**What you need to do**
All lines holding the word "بالي" are to be copied from the records beneath.

##### Supplied data #####

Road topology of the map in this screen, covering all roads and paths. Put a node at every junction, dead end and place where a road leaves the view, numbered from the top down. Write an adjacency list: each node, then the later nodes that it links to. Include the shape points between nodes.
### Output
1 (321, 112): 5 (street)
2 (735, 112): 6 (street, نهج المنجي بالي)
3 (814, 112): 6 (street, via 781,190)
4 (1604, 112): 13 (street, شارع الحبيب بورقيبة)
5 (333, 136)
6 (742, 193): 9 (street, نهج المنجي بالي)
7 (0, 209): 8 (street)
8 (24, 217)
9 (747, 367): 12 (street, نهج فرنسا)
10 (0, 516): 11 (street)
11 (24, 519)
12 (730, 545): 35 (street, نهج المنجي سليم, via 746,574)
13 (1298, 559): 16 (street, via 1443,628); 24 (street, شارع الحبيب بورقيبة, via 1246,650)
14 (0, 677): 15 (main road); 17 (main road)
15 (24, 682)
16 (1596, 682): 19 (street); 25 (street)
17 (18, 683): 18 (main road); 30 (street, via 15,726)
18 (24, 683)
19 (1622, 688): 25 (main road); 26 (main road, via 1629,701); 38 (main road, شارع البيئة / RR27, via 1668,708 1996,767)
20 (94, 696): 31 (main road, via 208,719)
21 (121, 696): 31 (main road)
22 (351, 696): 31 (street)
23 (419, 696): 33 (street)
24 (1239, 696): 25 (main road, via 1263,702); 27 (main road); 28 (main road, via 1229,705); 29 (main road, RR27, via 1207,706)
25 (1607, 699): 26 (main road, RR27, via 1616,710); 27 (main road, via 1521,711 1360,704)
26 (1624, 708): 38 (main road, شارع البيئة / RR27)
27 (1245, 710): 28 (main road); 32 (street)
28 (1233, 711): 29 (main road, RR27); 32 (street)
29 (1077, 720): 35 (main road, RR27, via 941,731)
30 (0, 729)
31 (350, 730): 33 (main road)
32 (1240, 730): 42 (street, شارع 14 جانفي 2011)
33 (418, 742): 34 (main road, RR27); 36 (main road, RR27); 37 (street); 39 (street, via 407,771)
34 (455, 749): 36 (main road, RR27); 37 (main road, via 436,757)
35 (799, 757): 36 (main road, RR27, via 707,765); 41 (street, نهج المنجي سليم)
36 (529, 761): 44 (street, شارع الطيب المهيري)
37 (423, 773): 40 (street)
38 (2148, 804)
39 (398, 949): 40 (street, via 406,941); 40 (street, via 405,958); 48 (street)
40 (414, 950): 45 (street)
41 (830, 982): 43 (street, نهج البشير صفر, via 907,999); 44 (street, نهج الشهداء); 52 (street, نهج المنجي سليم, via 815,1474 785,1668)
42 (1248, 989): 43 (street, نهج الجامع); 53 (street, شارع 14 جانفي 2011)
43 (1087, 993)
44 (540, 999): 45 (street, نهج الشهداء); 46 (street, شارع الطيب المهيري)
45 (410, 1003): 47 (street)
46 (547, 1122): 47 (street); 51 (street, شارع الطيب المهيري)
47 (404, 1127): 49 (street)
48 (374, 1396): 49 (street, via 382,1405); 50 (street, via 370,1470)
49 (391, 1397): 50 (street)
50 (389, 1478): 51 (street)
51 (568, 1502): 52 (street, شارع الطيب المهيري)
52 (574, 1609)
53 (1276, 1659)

#####

**Result for this exercise**
2 (735, 112): 6 (street, نهج المنجي بالي)
6 (742, 193): 9 (street, نهج المنجي بالي)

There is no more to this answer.